China energy giant rewards investors after oil buoys profit
HONG KONG: PetroChina Co took a page from the playbook of global peers known for generous dividends by deciding to pay shareholders its entire half-year net income. China’s biggest oil producer passed on to investors the benefits of higher global prices with almost 12.7 billion yuan (US$1.9bil) in dividends, the Beijing-based company said Thursday as it reported earnings that beat estimates. While seen as a one-time payout, and small relative to international majors, the move raised expectations of more investor rewards this year from China’s state-owned giants. PetroChina shares in Hong Kong rose as much as 4.6% yesterday before closing up 3.7% at HK$5, the highest since Aug 9. The city’s benchmark Hang Seng Index gained 1.2%. Rival Chinese oil producer Cnooc Ltd, which also reported estimate-beating profit Thursday, jumped as much as 4.2%. Earnings by the biggest explorers including Royal Dutch Shell Plc, Exxon Mobil Corp and Chevron Corp improved as oil prices in the first half averaged about 30% higher than a year ago, near US$53 a barrel. That’s helped them generate enough cash to meet investors’ expectations of taming debt while sustaining dividends.
Meanwhile, similar surprise payouts by state-owned enterprises such as China Mobile Ltd and coal miner China Shenhua Energy Co signal both a newfound interest in luring investors as well as a possible trend of shifting cash back to state coffers. PetroChina is 86% owned by its unlisted parent, China National Petroleum Corp, which is ultimately controlled by the government.
“The generous dividend payout was a gesture to please shareholders in a subdued oil market,” said Tian Miao, a Beijing-based senior analyst at Sun Hung Kai Financial Ltd.
“CNPC will pocket a nice payment as well. PetroChina’s growth will continue into second half of the year as it finds a way to keep cutting operation costs.”
PetroChina’s interim and special dividends totaled more than 0.069 yuan per share, nearly triple the forecast for almost 0.025 yuan for the period. Its earnings beat an expected 10.6 billion yuan profit based on the average of three estimates compiled by Bloomberg. The payout policy likely won’t last, according to Tian and Hao Hong, chief strategist at Bocom International Holdings Co in Hong Kong.
“It’s welcome news for investors, but at the same time I would say that this is a one-off,” Hong said. “For this year, the guidance for state-owned enterprises is to increase the contribution to the government.”
Steady dividends are one of the primary attractions for oil-company investors. Exxon has increased its payout for 35 consecutive years, while Shell and BP Plc have even borrowed money to maintain them during oil’s three-year downturn.
PetroChina’s US$1.9bil in half-year dividends is dwarfed by Exxon, one of the global leaders among oil companies in cash payments to investors, which gave out almost US$12.5bil last year, according to data compiled by Bloomberg. Chevron paid about US$8bil.

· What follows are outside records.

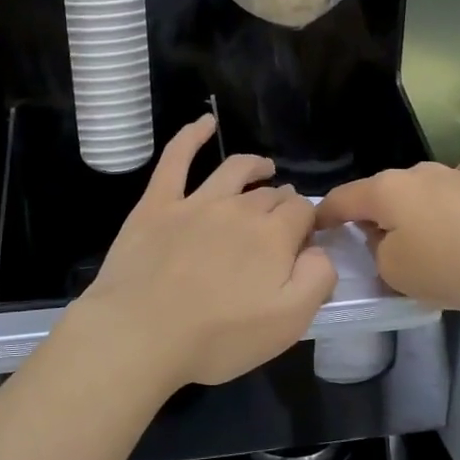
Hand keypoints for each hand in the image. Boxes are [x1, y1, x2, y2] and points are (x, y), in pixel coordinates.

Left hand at [76, 117, 337, 392]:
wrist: (140, 333)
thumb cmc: (217, 337)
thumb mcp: (288, 323)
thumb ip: (317, 279)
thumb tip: (319, 249)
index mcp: (273, 236)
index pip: (302, 212)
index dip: (307, 222)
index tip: (304, 239)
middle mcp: (238, 209)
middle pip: (270, 195)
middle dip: (282, 201)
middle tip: (283, 217)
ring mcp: (195, 202)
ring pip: (233, 170)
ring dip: (254, 166)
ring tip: (264, 168)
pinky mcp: (157, 204)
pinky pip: (176, 159)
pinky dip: (192, 136)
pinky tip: (204, 122)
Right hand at [317, 153, 459, 312]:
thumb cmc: (455, 264)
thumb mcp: (396, 273)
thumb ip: (378, 254)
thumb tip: (386, 241)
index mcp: (385, 191)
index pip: (340, 199)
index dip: (323, 217)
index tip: (315, 232)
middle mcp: (416, 173)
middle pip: (380, 193)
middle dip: (371, 217)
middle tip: (375, 251)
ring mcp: (457, 174)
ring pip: (420, 186)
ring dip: (413, 208)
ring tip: (422, 237)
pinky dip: (458, 189)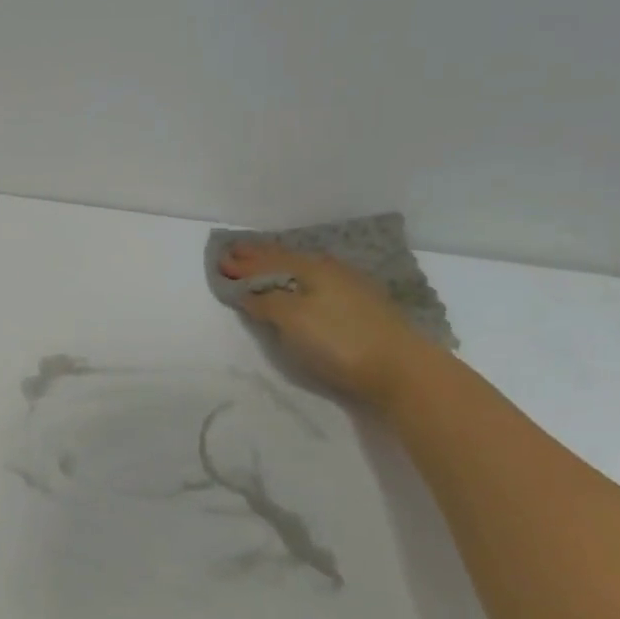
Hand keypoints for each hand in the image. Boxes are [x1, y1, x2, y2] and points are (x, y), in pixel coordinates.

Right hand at [219, 243, 433, 402]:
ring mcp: (348, 286)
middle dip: (258, 256)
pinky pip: (317, 280)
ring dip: (279, 265)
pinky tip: (302, 281)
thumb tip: (248, 291)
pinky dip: (298, 277)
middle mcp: (329, 270)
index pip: (267, 262)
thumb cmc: (339, 341)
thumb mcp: (294, 320)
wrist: (399, 367)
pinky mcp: (361, 305)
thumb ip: (268, 302)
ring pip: (303, 268)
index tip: (220, 261)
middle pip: (286, 259)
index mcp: (309, 269)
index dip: (243, 264)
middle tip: (236, 251)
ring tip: (263, 261)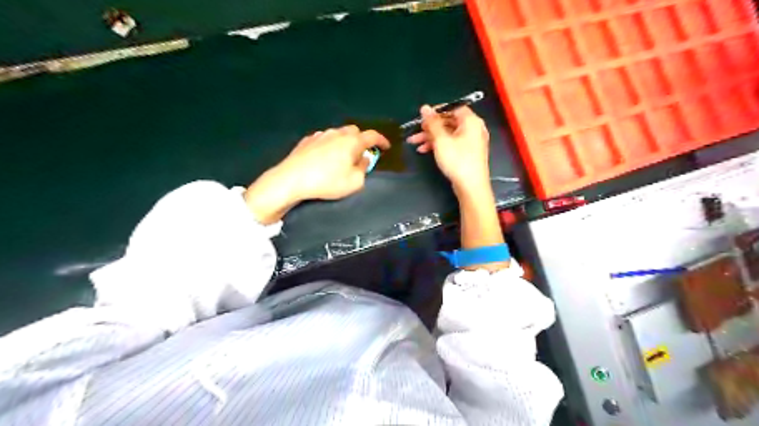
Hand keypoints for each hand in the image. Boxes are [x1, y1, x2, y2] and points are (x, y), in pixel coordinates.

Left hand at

And while the decision to pay all profits as dividends was a surprise, the annualised 3.3% yield is only “moderately generous,” said Laban Yu, head of Asia oil and gas equities at Jefferies Group LLC in Hong Kong.
PetroChina’s dividend policy this year is based on its improved cash flow and operations, President Wang Dongjin said at a briefing Thursday in Hong Kong. “We will pay more attention to shareholders interests in dividend payout in future, and our payout policy will be more flexible.”